In the years since, Kater has continued to follow that path, capturing the intangible in his free-flowing compositions. It’s garnered him a dedicated following of fans looking to explore their own inner worlds. And Kater has become a sort of guide, though quite by accident.
At a home concert some years ago, Kater noticed some of the audience creeping closer toward the piano until one uninhibited soul laid underneath it. Soon, more crawled under and laid down to bathe in the sound. Kater just kept playing.
Today Kater invites his listeners to open up to him for 20-30 minutes before crawling under his piano to experience an improvisation written just for them — piano readings, he calls them. He records the track and presents it to them as a kind of mini soundtrack to their lives.
When I crawl under the piano at Kater’s house, the melody that surrounds me speaks to the grief of losing my last living grandparent just weeks before, and to the boundless gratitude I have for the strong bonds I have with my family. I can hear the melancholy that has seemed to follow me through most of my life, but hope is the refrain, sadness simply a bridge. I smile through the tears.
Kater lost his grandfather some 15 years ago.The criticism around his career in music never stopped, Kater says, but his grandfather’s death was the hardest loss he’d ever experienced.

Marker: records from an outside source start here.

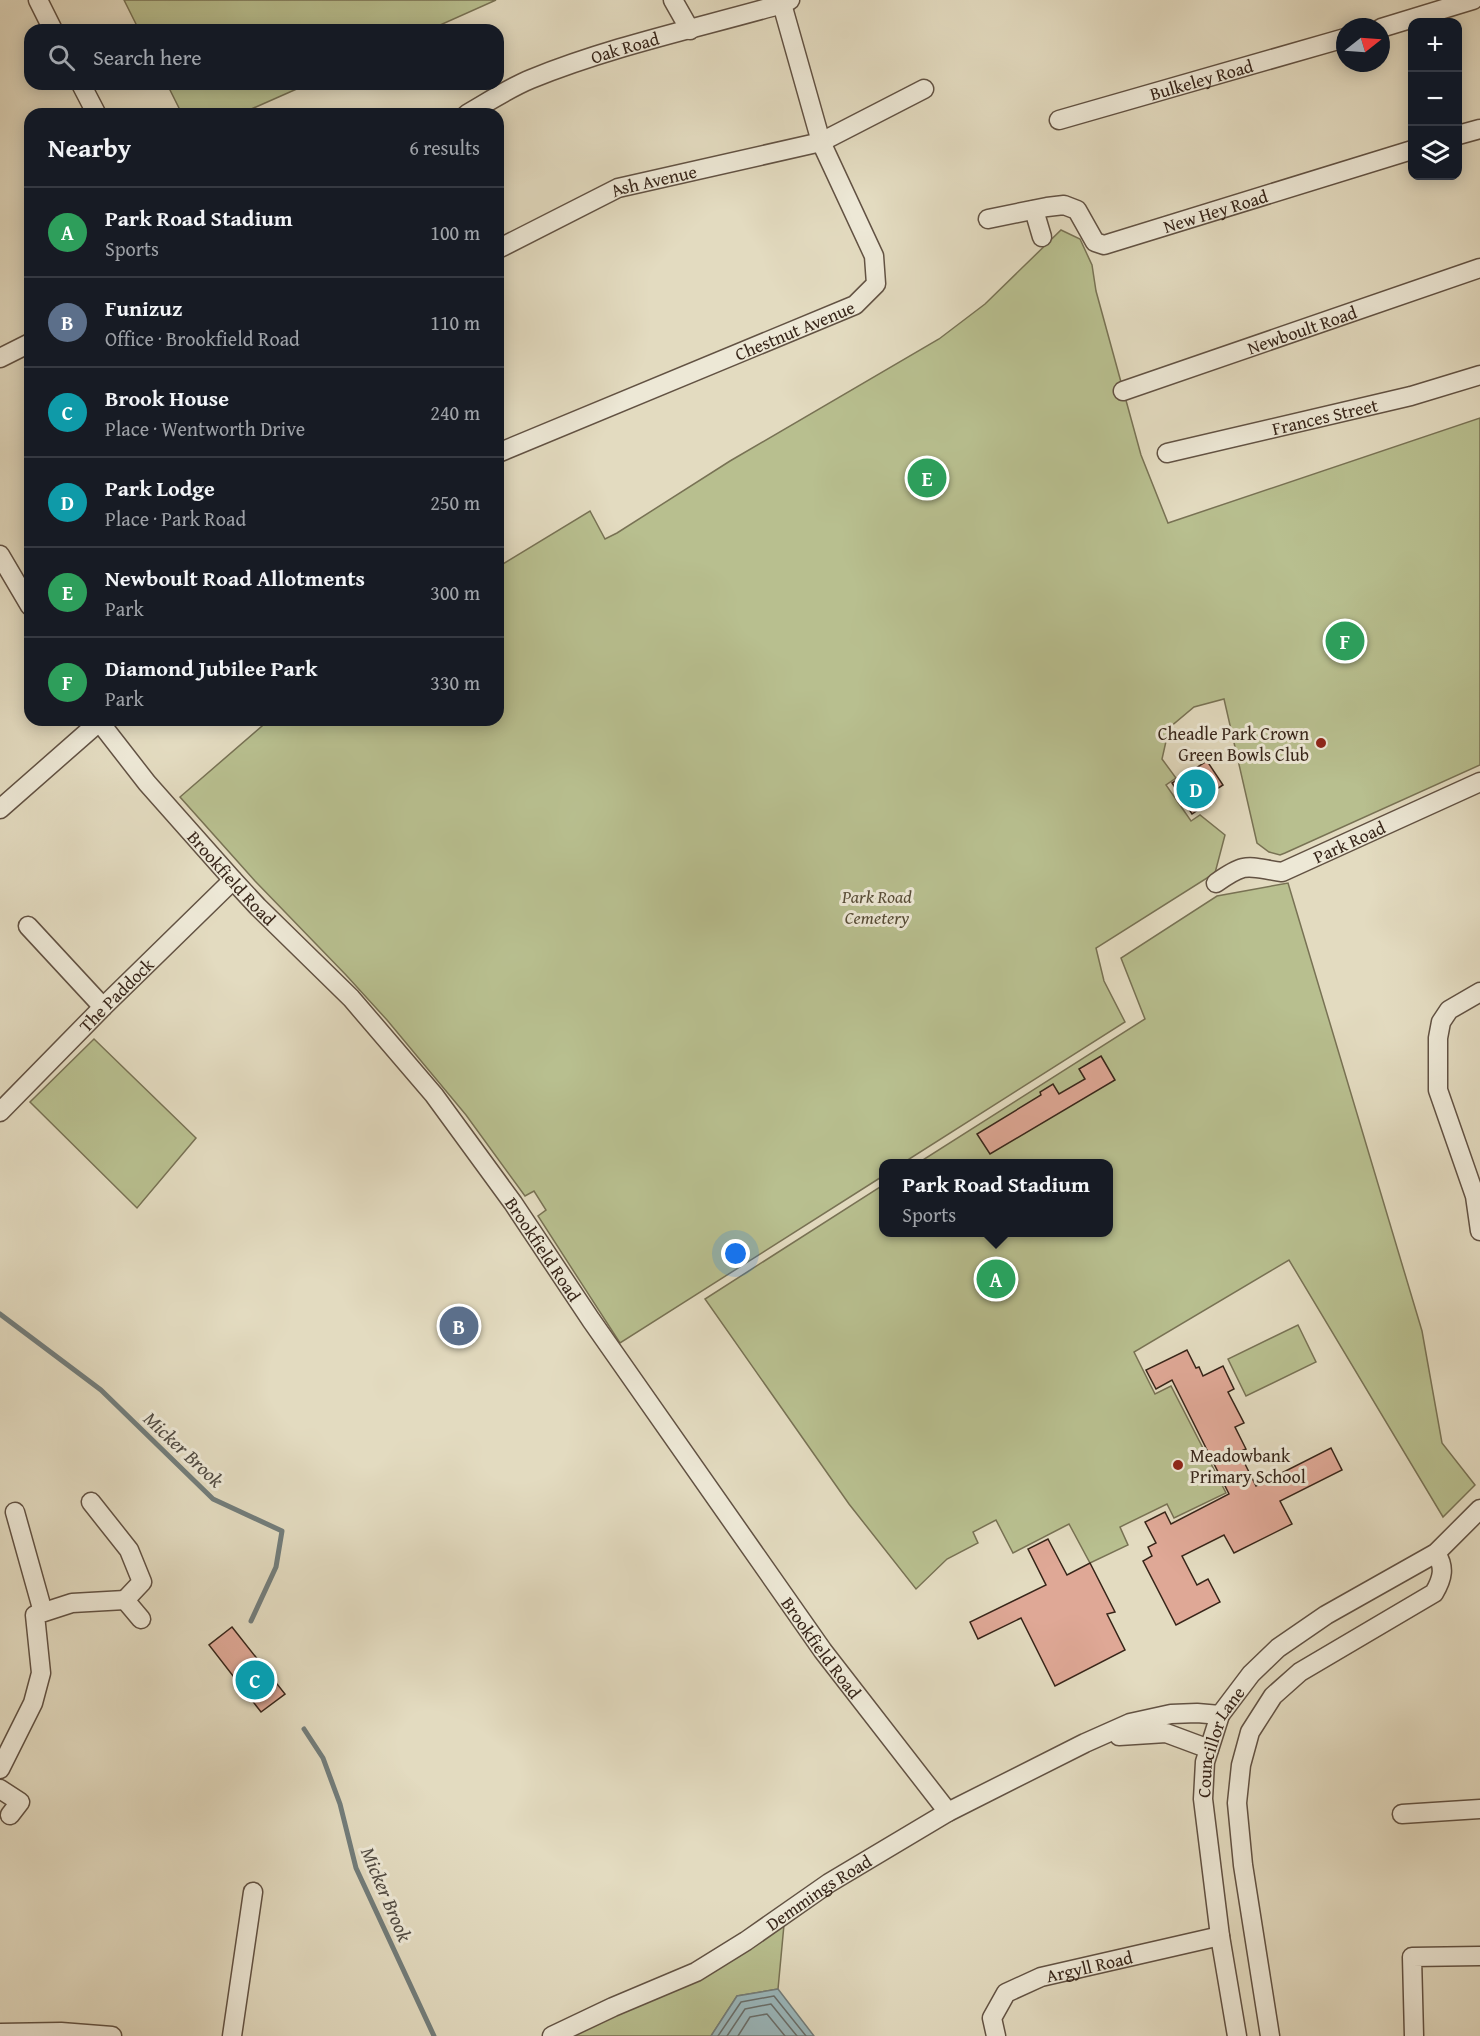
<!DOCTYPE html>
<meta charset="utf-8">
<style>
:root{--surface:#171b24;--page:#20242c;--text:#f1f3f6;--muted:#9ea1a6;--line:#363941;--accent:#c59692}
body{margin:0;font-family:"Gentium Book Plus",serif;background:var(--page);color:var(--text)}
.controls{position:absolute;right:18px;top:18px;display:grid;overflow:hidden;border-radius:12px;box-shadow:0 3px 15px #0003}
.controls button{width:54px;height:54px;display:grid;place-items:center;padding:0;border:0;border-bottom:2px solid var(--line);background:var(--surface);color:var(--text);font:30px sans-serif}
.compass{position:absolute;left:1336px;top:18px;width:54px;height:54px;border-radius:50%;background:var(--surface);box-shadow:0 3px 15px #0003;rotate:73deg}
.you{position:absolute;left:736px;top:1254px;width:21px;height:21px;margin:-15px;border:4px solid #fff;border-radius:50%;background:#1a73e8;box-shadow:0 0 0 9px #1a73e833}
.badge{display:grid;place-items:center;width:39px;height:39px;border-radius:50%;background:var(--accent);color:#fff;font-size:20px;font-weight:700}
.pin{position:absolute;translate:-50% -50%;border:3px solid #fff;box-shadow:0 2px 6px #0006}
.popup{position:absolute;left:879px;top:1159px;width:234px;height:78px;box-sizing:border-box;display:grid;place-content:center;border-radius:12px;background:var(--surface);filter:drop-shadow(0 2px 4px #0005);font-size:20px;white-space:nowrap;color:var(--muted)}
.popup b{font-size:22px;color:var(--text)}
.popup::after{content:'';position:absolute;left:50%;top:100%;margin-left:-12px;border:12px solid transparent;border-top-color:var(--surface)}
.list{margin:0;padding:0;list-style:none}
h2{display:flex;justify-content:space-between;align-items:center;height:78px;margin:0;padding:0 24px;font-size:26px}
h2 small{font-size:20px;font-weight:400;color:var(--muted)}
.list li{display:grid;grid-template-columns:39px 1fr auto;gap:18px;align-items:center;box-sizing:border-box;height:90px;padding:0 24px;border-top:2px solid var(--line)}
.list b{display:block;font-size:22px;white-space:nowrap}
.list p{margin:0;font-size:20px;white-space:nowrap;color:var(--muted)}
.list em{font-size:20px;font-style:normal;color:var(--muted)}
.icon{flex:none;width:33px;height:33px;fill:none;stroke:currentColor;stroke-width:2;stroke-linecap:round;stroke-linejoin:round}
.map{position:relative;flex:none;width:1480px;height:2036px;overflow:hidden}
.search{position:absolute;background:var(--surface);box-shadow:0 3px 15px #0003;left:24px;top:24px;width:480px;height:66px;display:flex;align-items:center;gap:15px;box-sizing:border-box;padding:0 21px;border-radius:18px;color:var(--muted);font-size:22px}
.panel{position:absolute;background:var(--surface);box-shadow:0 3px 15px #0003;left:24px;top:108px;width:480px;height:618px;border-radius:18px}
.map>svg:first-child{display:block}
.green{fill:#b8bf8f;stroke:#787254;stroke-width:1.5}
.water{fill:#9ab8bd;stroke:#727d7b;stroke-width:1.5}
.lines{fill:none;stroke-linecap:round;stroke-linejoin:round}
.shore{stroke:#686e6b;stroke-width:1.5}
.stream{stroke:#727d7b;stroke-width:5}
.building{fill:#dfa896;stroke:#372519;stroke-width:1.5}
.minor-casing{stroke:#625243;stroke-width:21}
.minor{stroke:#ede8d6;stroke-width:18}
.poi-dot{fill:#8f2418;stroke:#ede8d6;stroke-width:2}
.labels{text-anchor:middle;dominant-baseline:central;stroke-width:6;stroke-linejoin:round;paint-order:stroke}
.street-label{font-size:18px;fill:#372519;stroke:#ede8d6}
.poi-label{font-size:18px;fill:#372519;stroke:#ede8d6;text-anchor:end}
.park-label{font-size:18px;font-style:italic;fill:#574c36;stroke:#ede8d6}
.water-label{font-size:20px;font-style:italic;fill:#504a42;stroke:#ede8d6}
</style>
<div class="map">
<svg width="1480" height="2036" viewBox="0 0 1480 2036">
<rect width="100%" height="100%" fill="#e3dbc0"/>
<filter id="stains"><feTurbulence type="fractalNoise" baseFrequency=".00333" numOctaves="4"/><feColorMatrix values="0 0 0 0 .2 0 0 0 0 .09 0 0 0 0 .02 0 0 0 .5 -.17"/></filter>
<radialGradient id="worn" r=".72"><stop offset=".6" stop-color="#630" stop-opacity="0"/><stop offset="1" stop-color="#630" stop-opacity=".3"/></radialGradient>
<g class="green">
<path d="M 124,0 L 496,0 L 429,30 L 139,30 Z"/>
<path d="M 167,84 L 308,84 L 240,114 L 182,114 Z"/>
<path d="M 1061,230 L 1080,239 L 1092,265 L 1096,291 L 1141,455 L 1168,523 L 1480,418 L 1480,765 L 1285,853 L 1280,855 L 1269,852 L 1257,843 L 1224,699 L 1194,707 L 1169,728 L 1162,759 L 1176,778 L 1166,785 L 1191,821 L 1200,815 L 1225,835 L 1215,873 L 1096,948 L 1104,981 L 1125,1022 L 903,1163 L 884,1164 L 883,1176 L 620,1343 L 538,1216 L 546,1210 L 534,1191 L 525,1196 L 466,1115 L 387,1020 L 346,975 L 255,881 L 180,797 L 269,720 L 498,720 L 498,567 L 590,511 L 605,539 L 617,533 L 730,461 L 939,339 L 985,304 Z"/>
<path d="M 1288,883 L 1422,1331 L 1442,1443 L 1475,1485 L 1443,1517 L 1289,1260 L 1134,1352 L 1155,1394 L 1171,1386 L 1226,1493 L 1174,1518 L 1167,1504 L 1120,1527 L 1128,1545 L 1090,1563 L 1069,1524 L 1013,1553 L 996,1520 L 973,1532 L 978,1543 L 947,1559 L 916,1589 L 849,1504 L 705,1299 L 883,1185 L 884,1232 L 1108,1232 L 1108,1164 L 918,1163 L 1145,1019 L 1121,958 L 1217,896 Z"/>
<path d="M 94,1039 L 196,1138 L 137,1208 L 30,1102 Z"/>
<path d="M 1298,1325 L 1316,1362 L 1246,1396 L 1228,1359 Z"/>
<path d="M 785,1914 L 778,1989 L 737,1996 L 711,2036 L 552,2036 L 613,2007 Z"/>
</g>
<path class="water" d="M 778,1989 L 814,2036 L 711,2036 L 737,1996 Z"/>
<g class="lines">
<g class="shore">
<path d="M 718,2036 L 741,2002 L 774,1996 L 806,2036"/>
<path d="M 727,2036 L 745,2009 L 771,2004 L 797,2036"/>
<path d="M 738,2036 L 750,2017 L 767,2014 L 785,2036"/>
</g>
<g class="stream">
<path d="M 0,1314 L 101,1390 L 213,1499 L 282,1531 L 276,1567 L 251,1621"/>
<path d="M 304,1729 L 323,1758 L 340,1804 L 356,1868 L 434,2036"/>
</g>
</g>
<g class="building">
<path d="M 1207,761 L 1223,785 L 1209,794 L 1213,800 L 1192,814 L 1172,783 Z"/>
<path d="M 1101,1056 L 1115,1080 L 990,1154 L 977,1134 L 1041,1095 L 1040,1092 L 1053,1084 L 1059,1094 L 1085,1079 L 1079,1069 Z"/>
<path d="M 1187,1350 L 1196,1368 L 1199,1367 L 1203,1376 L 1223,1366 L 1234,1389 L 1228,1392 L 1244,1423 L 1235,1427 L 1246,1449 L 1239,1452 L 1256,1486 L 1331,1448 L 1342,1470 L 1280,1501 L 1292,1524 L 1234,1553 L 1224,1535 L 1182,1556 L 1197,1585 L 1208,1579 L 1220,1602 L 1176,1625 L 1143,1561 L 1152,1556 L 1148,1547 L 1156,1543 L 1145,1522 L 1165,1512 L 1171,1524 L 1229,1494 L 1172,1380 L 1156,1389 L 1146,1370 Z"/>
<path d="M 1048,1539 L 1067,1575 L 1090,1563 L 1115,1612 L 1107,1614 L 1125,1650 L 1055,1686 L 1021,1618 L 978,1639 L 970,1622 L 1046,1585 L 1028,1549 Z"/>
<path d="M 232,1627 L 285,1694 L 261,1712 L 209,1645 Z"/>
</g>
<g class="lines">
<defs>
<g id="minor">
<path d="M 38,0 L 53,30"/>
<path d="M 673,0 L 690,30"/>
<path d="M 1381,28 L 1473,0"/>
<path d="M 81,84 L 96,113"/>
<path id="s1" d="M 467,114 C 488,102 509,88 531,79 C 612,46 698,28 782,4 L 790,0"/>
<path id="s2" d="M 1059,120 L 1345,38"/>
<path d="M 1458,135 L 1480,129"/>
<path d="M 1034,210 L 1042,237"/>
<path id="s3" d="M 988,219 L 1047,207 L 1064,205 L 1077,210 L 1095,242 L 1104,245 L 1412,150"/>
<path id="s4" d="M 498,249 L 618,188 L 821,142 L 924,89"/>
<path d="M 0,358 L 30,343"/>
<path id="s5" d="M 1123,391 L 1480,268"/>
<path id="s6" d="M 498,453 L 855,305 L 876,284 L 874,256 L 821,142 L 782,4"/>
<path id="s7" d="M 1167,453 L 1411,396 L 1480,375"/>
<path d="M 0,555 L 30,606"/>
<path id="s8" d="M 98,720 L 147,783 L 233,880 L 258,907 L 351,998 L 434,1095 L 513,1203 L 591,1320 L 823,1651 L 948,1812"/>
<path d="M 0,809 L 99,722"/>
<path id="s9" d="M 1216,883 C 1247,861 1247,867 1282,872 L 1480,782"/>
<path d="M 28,926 L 103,1007"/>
<path d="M 1480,992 L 1449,1010 L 1441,1022 L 1438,1038 L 1438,1090 L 1475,1196 L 1480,1231"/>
<path id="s10" d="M 0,1112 L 103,1007 L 233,880"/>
<path d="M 91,1502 L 129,1550 L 142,1582 L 125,1600 L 141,1619"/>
<path d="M 15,1512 L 43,1612"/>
<path d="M 1119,1736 L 1166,1733 L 1209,1749"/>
<path d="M 0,1769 L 33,1703 L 41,1673 L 35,1615 L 72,1603 L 125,1600"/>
<path d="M 0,1789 L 20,1802 L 10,1815"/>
<path d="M 1402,1814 L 1480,1809"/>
<path d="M 0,2033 L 61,2032 L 112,2036"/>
<path d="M 232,2036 L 253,1892"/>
<path id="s11" d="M 552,2036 L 613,2007 L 696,1972 L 746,1941 L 829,1883 L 948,1812 L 1085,1743 L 1130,1723 L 1171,1714 L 1197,1713 L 1220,1715"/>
<path id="s12" d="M 996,2036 L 992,2018 L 1006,1993 L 1041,1977 L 1220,1936"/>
<path id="s13" d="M 1237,2036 L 1220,1936 L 1203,1799 L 1205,1762 L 1220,1715 L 1251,1674 L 1278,1648 L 1326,1615 L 1436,1553 L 1480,1509"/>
<path d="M 1270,2036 L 1243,1865 L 1237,1803 L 1241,1765 L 1250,1732 L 1273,1696 L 1300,1672 L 1434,1593 C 1443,1578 1445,1567 1436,1553"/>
<path d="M 1414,2036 L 1412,1957 L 1480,1956"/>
</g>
</defs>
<use href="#minor" class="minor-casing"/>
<use href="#minor" class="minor"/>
</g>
<g class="poi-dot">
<circle cx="1321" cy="743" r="6"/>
<circle cx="1178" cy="1465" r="6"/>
</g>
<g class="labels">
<g class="street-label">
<text stroke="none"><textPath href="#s1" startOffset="172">Oak Road</textPath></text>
<text stroke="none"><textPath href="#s2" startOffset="148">Bulkeley Road</textPath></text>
<text stroke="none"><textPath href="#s4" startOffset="171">Ash Avenue</textPath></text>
<text stroke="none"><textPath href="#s3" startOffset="254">New Hey Road</textPath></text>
<text stroke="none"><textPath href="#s6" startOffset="321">Chestnut Avenue</textPath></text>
<text stroke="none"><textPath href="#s5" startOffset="189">Newboult Road</textPath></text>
<text stroke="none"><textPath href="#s7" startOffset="162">Frances Street</textPath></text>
<text stroke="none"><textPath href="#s9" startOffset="144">Park Road</textPath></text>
<text stroke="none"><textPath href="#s8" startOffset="207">Brookfield Road</textPath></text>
<text stroke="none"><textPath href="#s10" startOffset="165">The Paddock</textPath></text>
<text stroke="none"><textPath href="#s8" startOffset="693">Brookfield Road</textPath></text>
<text stroke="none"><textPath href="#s8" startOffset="1179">Brookfield Road</textPath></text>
<text stroke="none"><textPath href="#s13" startOffset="300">Councillor Lane</textPath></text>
<text stroke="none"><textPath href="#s11" startOffset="304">Demmings Road</textPath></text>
<text stroke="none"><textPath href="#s12" startOffset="135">Argyll Road</textPath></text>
</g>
<g class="poi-label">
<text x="1309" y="733">Cheadle Park Crown<tspan x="1309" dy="21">Green Bowls Club</tspan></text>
<text x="1190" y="1455" text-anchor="start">Meadowbank<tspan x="1190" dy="21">Primary School</tspan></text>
</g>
<g class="park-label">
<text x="877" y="896">Park Road<tspan x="877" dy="21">Cemetery</tspan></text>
</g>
<g class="water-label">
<text transform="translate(184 1449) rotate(43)">Micker Brook</text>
<text transform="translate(387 1894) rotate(67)">Micker Brook</text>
</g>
</g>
<rect width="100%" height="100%" filter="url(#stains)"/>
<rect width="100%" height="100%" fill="url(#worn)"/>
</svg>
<div class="controls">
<button>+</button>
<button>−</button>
<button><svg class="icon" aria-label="layers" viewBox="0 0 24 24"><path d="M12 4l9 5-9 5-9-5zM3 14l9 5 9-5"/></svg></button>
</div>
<svg class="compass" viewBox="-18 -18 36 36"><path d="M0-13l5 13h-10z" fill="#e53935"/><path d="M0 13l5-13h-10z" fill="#9ea1a6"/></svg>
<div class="you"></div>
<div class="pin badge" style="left:996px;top:1279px;background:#2e9e5b">A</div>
<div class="popup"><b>Park Road Stadium</b>Sports</div>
<div class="pin badge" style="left:459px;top:1326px;background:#5c6f8a">B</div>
<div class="pin badge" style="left:255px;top:1680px;background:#0f9aa8">C</div>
<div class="pin badge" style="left:1196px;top:789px;background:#0f9aa8">D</div>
<div class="pin badge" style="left:927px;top:478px;background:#2e9e5b">E</div>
<div class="pin badge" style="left:1345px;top:641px;background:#2e9e5b">F</div>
<div class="search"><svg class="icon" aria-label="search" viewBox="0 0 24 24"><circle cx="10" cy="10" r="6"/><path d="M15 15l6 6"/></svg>Search here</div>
<section class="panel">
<h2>Nearby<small>6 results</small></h2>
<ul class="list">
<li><span class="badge" style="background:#2e9e5b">A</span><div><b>Park Road Stadium</b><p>Sports</p></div><em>100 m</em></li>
<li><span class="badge" style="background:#5c6f8a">B</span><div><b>Funizuz</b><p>Office · Brookfield Road</p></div><em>110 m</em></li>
<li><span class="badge" style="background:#0f9aa8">C</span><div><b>Brook House</b><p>Place · Wentworth Drive</p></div><em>240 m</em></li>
<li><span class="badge" style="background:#0f9aa8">D</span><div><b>Park Lodge</b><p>Place · Park Road</p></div><em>250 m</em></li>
<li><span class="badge" style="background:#2e9e5b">E</span><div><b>Newboult Road Allotments</b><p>Park</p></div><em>300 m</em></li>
<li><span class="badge" style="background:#2e9e5b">F</span><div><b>Diamond Jubilee Park</b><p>Park</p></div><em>330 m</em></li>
</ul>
</section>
</div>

“My mother died, my aunt died, my grandmother died, and I dealt with all of that. But when my grandfather, at 92, passed away, I lost it. I could cry right now. I think about him almost every day. I think, ‘I wonder what he would think about this.’ When he died I understood finally that he loved me, but he just did not know how to express it.”
Perhaps that’s why Kater expresses himself so readily, and why he encourages others to do so.
“I don’t believe in writer’s block,” he says. “For me, [music] just happens. And when it’s happening, it’s very clear. I don’t know, but I think it’s all of the other stuff that I do around self-exploration and always trying to refine myself in some way, trying to be clear. More authenticity.”